Making a Knife With a Japanese Hamon





Introduction: Making a Knife With a Japanese Hamon

Have you ever noticed the wavy line on Japanese swords that is shown in just about every single anime and samurai movie? The proper name for this line is a Hamon and if you want a sword with a real one adorning its edge that will set you back a few grand. However with patience and decent understanding of metallurgy its possible to create a blade with a Hamon on it.

Disclaimer: This instructable just shows my process, if you decide to make your own I hold no responsibility for any errors or injuries that you may make. Knife making is dangerous and should be undertaken with extreme caution.

A few materials and tools that I used are as follows;

1) A simple clean high carbon steel with a low manganese content: I used 1095 for mine, but W1 or W2 work fine as well.

2) Some sort of knife handle material: there are far too many to list but I went with walnut.

3) Pin stock: again there are many options for this and I used brass.

4) Various grits of sandpaper: I used every grit from 80 to 3000 but it really depends on what look I am going for.

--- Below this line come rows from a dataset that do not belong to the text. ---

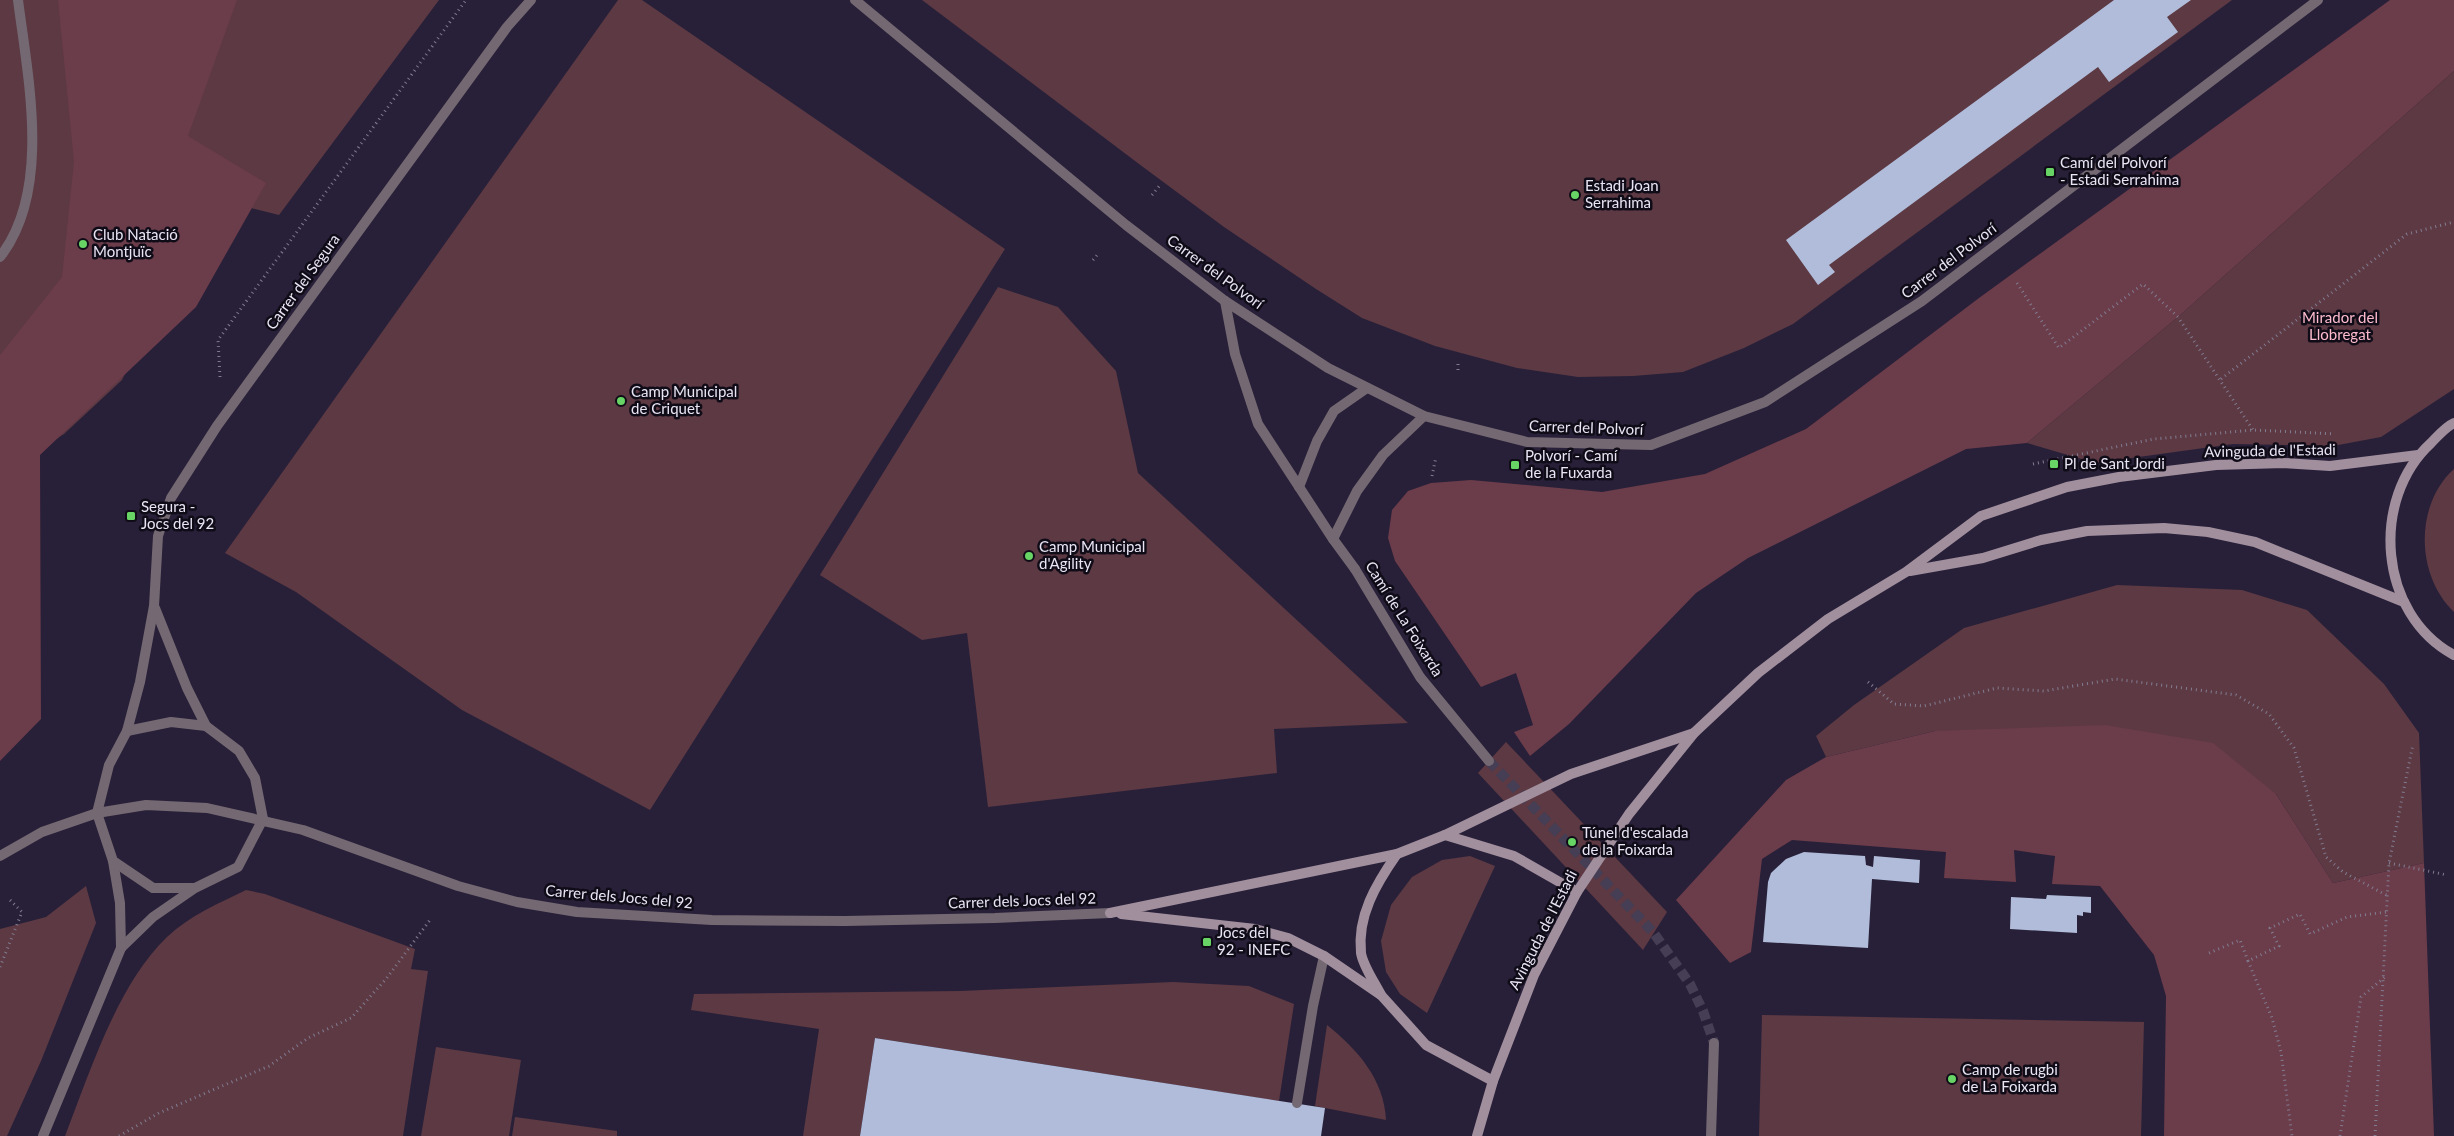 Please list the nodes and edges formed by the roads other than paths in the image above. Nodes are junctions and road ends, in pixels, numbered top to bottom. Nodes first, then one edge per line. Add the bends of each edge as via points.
1 (18, 0) edge
2 (530, 0) edge
3 (854, 0) edge
4 (2318, 0) edge
5 (0, 257) edge
6 (1224, 301) junction
7 (1367, 388) junction
8 (1424, 416) junction
9 (2454, 423) edge
10 (2418, 455) junction
11 (1299, 487) junction
12 (1333, 539) junction
13 (1906, 572) junction
14 (2404, 602) junction
15 (154, 606) junction
16 (2454, 655) edge
17 (206, 726) junction
18 (127, 731) junction
19 (1694, 734) junction
20 (1489, 761) tunnel mouth
21 (97, 814) junction
22 (263, 819) junction
23 (1445, 835) junction
24 (1397, 854) junction
25 (0, 856) edge
26 (113, 861) junction
27 (195, 888) junction
28 (1577, 892) junction
29 (1110, 912) junction
30 (121, 948) junction
31 (1324, 956) junction
32 (1381, 995) junction
33 (1714, 1043) tunnel mouth
34 (1493, 1080) junction
35 (1297, 1104) dead end
36 (43, 1136) edge
37 (1477, 1136) edge
38 (1712, 1136) edge

1 - 5 street via 30,93 32,172 25,210 12,241
2 - 15 street, Carrer del Segura via 501,35 216,426 171,498 158,536
3 - 6 street, Carrer del Polvorí via 1126,225
4 - 8 street, Carrer del Polvorí via 1922,301 1765,402 1651,445 1527,442
6 - 7 street, Carrer del Polvorí via 1328,368
6 - 11 street, Camí de La Foixarda via 1235,354 1258,424
7 - 8 street, Carrer del Polvorí
7 - 11 street via 1334,412 1317,441
8 - 12 street via 1378,462 1357,491
9 - 10 street
10 - 13 street, Avinguda de l'Estadi via 2330,466 2284,463 2216,465 2067,487 1981,516
10 - 14 street via 2399,488 2390,526 2392,565
11 - 12 street, Camí de La Foixarda
12 - 20 street, Camí de La Foixarda via 1355,569 1420,677
13 - 14 street, Avinguda de l'Estadi via 1983,558 2040,540 2088,531 2164,528 2208,532 2255,542
13 - 19 street, Avinguda de l'Estadi via 1813,631 1758,673
14 - 16 street via 2423,630
15 - 17 street, Carrer del Segura
15 - 18 street, Carrer del Segura
17 - 18 street via 171,722
17 - 22 street, Carrer del Segura via 239,751 255,778
18 - 21 street, Carrer del Segura via 109,765
19 - 23 street via 1571,774
19 - 28 street, Avinguda de l'Estadi via 1629,814
21 - 22 street, Carrer dels Jocs del 92 via 146,805 207,808
21 - 25 street, Carrer dels Jocs del 92 via 42,832
21 - 26 street
22 - 27 street via 238,867
22 - 29 street, Carrer dels Jocs del 92 via 303,830 458,886 517,902 577,912 712,920 845,921
23 - 24 street
23 - 28 street via 1514,856
24 - 29 street
24 - 32 street via 1377,882 1364,917 1361,954
26 - 27 street via 153,888
26 - 30 street via 120,903
27 - 30 street via 153,917
28 - 34 street, Avinguda de l'Estadi via 1534,975
29 - 31 street via 1255,930 1288,938
30 - 36 street
31 - 32 street
31 - 35 street
32 - 34 street via 1426,1045
33 - 38 street
34 - 37 street, Avinguda de l'Estadi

5) Some method of shaping steel: In this tutorial I am not really going to be covering how to shape the blade and instead will be looking more at the metallurgy. However angle grinders and metal bandsaws work great. But since I felt like being cool I forged mine out.

6) Acid: I am using PCB solution, which is normally used with etching circuit boards. The active ingredient is Ferric Chloride which is what we are really after. Since I am using acid I made sure to have some way of neutralizing the acid and safely storing it

7) A water based refractory cement: I used "satanite" but i have seen people use wood ash and charcoal and other ingredients.

8) A method of holding a constant temperature of around 1500f (815c): while this is a crucial step just be aware that reaching high temps like that can be very dangerous and I made sure to have a fire extinguisher on hand at all times.

9) A proper quenchent: water can be used but it will most likely break the blade. Instead I use "parks 50" quenchent

10) Epoxy

11) Most importantly safety gear should be worn at all times! I cannot emphasize how important this is, I use a good pair of leather work gloves, a good pair acid resistant goggles and gloves, long sleeve non-synthetic jacket or shirt, and the best respirator I could buy.

I am sure there is more stuff I could include but that covers all of the basics.

Step 1: Rough Shaping

To start this bad boy off, I took my piece of steel and forged it to the initial shape I wanted, making sure to thermal cycle the blade when I was done.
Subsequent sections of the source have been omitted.